Wallas Eaton (18 February 1917 – 3 November 1995), sometimes credited as Wallace Eaton or Wallis Eaton, was an English film, radio, television and theatre actor.

He is perhaps best remembered for his voice roles between 1949 and 1960 in the BBC radio-comedy serial Take It from Here.

Early life
Eaton was born in Leicester, Leicestershire, England. He was educated at the Alderman Newton School, and later would read History and English at Christ's College, Cambridge. Eaton joined the Army in 1940, and served with distinction during World War II, eventually becoming a major in charge of a searchlight battery.

Acting career
His first stage appearance was at the Theatre Royal in his home town of Leicester in 1936. Three years later he made his London debut playing the small part of the Announcer in Auden and Isherwood's The Ascent of F6 at the Old Vic. The following year Eaton played the Second Priest in Eliot's Murder in the Cathedral in 1940 and he followed this with what was his first comedy role, in The Body Was Well Nourished by Sidney Gilliat and Frank Launder.

In 1944, he appeared in Shaw's Too True To Be Good at the Lyric Theatre, Hammersmith.
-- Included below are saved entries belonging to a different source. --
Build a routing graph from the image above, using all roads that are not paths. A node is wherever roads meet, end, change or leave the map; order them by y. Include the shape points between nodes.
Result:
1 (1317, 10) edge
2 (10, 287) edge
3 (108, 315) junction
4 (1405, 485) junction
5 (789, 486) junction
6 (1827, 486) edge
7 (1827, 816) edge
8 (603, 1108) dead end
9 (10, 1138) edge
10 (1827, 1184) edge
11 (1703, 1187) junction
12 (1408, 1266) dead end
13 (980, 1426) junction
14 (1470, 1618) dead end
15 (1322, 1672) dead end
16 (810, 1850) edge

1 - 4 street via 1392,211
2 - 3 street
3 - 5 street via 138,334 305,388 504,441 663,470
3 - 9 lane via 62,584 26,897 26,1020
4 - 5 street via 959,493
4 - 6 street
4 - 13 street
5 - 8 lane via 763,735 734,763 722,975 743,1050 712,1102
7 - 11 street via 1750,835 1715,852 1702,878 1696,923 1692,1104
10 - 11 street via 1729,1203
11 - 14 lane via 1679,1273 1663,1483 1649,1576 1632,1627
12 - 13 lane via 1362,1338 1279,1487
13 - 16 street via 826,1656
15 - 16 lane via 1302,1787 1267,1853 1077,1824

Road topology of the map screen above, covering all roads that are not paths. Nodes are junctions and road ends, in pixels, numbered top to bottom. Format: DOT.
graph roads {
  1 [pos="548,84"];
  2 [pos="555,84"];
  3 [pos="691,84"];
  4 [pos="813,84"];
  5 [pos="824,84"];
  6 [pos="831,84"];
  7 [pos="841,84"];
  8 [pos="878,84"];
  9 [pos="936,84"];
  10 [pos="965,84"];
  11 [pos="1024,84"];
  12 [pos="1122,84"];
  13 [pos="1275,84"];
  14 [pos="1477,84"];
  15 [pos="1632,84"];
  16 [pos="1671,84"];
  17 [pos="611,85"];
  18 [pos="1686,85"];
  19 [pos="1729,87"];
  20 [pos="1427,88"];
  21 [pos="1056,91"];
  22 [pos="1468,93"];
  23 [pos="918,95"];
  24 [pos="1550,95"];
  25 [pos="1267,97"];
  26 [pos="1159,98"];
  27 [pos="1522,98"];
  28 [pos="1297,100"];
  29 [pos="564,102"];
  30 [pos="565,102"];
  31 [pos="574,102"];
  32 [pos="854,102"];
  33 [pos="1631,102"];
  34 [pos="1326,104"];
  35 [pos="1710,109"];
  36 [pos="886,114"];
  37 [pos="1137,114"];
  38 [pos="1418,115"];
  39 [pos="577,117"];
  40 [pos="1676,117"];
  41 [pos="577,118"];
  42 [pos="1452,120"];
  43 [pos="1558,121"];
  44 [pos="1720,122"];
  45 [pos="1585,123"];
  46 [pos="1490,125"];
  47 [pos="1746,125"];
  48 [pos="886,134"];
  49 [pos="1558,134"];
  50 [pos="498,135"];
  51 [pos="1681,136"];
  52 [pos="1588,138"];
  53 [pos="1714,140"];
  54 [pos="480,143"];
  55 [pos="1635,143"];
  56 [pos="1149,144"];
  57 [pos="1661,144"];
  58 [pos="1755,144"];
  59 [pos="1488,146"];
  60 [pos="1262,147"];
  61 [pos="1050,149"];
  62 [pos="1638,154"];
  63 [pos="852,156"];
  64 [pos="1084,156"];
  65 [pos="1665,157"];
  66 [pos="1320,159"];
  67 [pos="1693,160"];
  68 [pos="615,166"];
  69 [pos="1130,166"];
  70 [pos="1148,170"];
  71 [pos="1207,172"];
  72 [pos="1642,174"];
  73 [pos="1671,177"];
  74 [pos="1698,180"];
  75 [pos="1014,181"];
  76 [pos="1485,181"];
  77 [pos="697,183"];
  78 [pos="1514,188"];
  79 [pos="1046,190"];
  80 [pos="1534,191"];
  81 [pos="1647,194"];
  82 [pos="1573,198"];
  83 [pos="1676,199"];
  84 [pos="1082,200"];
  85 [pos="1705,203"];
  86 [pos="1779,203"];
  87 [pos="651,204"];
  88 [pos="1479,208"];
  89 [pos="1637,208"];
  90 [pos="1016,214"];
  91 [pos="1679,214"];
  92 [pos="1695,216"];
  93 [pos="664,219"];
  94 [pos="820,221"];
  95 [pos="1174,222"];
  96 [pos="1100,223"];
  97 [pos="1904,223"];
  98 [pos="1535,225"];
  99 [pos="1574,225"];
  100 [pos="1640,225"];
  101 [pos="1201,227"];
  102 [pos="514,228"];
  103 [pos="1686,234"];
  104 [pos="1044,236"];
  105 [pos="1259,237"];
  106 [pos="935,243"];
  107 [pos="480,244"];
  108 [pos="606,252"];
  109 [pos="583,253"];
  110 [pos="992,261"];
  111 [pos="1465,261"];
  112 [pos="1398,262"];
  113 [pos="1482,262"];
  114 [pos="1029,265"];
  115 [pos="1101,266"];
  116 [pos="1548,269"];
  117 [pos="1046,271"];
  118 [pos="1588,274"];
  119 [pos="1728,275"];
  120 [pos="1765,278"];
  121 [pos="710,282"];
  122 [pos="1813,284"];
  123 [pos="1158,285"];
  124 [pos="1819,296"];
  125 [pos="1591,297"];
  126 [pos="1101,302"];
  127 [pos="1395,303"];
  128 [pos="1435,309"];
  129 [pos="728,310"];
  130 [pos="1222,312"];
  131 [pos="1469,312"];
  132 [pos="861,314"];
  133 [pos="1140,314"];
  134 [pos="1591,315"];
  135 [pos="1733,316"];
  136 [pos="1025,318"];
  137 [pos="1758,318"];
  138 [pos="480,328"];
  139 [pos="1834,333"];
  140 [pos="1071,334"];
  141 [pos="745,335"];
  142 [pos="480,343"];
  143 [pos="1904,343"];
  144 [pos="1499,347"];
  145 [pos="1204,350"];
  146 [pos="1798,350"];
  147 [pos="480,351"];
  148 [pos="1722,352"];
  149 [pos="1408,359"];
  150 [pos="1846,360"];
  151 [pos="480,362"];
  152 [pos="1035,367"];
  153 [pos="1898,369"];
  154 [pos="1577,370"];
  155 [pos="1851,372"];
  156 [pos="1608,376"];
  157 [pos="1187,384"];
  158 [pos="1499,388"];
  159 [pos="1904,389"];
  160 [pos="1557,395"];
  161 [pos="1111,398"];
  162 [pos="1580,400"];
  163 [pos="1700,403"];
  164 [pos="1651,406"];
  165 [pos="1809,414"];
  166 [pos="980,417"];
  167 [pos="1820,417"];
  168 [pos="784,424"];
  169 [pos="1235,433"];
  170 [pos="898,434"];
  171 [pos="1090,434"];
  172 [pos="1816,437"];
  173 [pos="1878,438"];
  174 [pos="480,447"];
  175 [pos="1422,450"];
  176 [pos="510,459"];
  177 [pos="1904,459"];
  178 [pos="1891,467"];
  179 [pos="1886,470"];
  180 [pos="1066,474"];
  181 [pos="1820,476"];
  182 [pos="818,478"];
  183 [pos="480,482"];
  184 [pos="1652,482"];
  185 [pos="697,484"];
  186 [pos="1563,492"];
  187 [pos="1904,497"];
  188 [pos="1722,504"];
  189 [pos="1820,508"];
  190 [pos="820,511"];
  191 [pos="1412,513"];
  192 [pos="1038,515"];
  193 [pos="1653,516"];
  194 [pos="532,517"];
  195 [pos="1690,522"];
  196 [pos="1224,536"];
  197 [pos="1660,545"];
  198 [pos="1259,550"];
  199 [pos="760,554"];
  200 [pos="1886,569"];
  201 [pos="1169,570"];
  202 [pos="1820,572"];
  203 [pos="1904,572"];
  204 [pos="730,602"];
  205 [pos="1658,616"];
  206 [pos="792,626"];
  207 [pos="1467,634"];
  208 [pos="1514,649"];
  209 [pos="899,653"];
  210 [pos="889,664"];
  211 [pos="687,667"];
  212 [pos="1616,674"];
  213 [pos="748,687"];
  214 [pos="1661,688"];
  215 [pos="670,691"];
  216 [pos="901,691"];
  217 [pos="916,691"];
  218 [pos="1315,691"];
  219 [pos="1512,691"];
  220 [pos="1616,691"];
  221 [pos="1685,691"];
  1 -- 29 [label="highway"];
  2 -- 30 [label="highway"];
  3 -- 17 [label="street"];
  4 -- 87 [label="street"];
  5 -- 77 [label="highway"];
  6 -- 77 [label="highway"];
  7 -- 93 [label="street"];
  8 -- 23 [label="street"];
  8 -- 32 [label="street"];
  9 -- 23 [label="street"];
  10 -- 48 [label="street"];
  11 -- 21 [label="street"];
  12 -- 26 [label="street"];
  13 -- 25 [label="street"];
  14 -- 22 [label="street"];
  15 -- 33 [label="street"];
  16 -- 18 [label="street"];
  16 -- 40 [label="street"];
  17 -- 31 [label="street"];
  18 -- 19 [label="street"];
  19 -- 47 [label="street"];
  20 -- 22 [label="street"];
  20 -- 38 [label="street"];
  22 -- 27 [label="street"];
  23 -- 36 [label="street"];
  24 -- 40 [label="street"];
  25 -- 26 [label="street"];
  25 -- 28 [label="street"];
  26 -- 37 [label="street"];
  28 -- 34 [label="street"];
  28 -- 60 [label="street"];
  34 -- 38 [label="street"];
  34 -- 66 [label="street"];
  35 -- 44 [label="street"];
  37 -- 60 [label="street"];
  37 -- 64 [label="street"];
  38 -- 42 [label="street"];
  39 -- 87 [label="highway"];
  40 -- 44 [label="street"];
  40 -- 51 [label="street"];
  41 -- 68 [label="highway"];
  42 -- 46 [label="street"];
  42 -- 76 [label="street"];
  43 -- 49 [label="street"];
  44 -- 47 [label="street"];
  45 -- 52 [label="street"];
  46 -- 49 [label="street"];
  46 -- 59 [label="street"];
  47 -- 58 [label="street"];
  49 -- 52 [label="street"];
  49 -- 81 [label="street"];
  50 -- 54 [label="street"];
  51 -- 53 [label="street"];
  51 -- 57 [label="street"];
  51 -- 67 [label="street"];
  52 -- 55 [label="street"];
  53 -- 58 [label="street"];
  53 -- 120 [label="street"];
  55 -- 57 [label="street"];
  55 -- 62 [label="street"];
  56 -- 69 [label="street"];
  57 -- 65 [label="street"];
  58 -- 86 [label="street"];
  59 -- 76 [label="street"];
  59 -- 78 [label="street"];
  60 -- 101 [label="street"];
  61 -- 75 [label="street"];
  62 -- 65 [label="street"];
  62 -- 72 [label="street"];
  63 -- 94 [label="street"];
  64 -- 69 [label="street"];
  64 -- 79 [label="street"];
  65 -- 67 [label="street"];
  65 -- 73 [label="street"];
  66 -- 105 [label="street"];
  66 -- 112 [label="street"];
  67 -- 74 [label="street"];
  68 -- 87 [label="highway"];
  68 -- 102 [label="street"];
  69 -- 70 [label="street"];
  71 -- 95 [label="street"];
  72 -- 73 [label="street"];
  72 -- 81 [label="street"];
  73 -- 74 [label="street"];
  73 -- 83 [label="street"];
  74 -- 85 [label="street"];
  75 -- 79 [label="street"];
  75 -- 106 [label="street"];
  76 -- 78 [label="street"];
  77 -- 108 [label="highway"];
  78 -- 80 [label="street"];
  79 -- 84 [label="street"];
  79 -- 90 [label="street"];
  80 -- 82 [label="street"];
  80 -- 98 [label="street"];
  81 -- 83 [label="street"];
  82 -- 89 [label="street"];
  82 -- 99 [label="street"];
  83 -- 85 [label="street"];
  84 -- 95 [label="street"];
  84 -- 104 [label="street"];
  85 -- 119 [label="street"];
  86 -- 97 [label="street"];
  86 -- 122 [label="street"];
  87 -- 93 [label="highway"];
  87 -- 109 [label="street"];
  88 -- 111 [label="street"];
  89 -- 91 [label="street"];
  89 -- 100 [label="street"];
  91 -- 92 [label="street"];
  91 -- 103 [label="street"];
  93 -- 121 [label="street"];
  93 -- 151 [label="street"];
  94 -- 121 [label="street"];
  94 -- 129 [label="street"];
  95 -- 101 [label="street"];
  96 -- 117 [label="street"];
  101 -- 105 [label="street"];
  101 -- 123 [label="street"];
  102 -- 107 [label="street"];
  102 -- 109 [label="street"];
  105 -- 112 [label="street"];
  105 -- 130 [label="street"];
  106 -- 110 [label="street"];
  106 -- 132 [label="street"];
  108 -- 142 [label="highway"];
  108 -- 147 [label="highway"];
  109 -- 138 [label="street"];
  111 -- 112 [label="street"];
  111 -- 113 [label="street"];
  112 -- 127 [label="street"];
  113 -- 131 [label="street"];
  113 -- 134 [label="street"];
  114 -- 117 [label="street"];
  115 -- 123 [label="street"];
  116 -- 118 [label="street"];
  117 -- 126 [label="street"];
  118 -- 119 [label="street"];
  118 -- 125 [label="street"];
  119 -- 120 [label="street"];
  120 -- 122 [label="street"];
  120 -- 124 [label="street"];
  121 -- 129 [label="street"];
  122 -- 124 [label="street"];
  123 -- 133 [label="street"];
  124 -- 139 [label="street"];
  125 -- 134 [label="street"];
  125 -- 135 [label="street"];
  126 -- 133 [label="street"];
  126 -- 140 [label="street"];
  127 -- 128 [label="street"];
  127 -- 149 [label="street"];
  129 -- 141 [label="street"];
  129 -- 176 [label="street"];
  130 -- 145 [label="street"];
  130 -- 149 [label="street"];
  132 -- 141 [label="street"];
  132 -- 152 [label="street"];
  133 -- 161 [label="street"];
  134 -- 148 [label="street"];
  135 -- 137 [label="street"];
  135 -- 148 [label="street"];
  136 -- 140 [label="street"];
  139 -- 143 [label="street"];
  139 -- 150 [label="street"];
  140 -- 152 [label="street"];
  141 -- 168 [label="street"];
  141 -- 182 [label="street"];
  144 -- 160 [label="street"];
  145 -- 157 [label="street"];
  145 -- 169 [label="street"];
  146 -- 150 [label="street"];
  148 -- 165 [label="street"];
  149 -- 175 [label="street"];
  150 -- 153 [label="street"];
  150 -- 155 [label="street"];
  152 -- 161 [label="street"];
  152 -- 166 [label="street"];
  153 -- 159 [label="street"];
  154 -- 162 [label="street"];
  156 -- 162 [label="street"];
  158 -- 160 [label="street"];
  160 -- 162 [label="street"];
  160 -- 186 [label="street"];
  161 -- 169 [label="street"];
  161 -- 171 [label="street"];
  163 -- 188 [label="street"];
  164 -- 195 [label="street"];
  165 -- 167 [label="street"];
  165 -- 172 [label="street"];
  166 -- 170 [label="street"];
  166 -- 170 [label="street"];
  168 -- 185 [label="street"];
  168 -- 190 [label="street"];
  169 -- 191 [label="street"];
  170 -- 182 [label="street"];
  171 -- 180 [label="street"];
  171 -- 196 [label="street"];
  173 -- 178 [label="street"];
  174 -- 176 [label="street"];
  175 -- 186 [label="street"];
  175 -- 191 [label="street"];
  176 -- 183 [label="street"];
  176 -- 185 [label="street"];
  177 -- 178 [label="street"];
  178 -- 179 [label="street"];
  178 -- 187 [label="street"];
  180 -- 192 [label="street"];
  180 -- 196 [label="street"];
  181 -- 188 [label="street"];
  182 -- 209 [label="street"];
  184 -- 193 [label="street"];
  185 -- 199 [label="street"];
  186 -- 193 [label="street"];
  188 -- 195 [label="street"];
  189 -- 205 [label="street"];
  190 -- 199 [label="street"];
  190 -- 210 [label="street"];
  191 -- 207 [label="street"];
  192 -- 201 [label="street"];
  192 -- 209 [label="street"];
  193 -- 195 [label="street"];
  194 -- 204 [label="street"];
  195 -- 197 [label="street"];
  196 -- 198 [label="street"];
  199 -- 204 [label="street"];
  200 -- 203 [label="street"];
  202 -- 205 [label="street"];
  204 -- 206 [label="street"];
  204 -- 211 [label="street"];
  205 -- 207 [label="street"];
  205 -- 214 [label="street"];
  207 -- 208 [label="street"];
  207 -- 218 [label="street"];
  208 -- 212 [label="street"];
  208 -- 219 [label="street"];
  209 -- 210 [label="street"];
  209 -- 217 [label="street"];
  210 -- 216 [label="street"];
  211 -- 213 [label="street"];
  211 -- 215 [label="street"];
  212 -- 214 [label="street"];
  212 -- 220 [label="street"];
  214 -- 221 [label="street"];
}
Eaton enjoyed a series of good, if small, roles, appearing alongside Vivien Leigh at the Phoenix Theatre in 1945 in Thornton Wilder's  The Skin of Our Teeth. In films, Eaton had a role in Caesar and Cleopatra (1945).

In addition to working on the long-running BBC radio comedy Take It from Here, Eaton appeared in more than twenty-five films and over fifty television productions. His debut for BBC Television was in Arthur Askey's top- rated series Before Your Very Eyes in 1952, and he had parts in the Frankie Howerd series Up Pompeii and The Rivals of Sherlock Holmes. 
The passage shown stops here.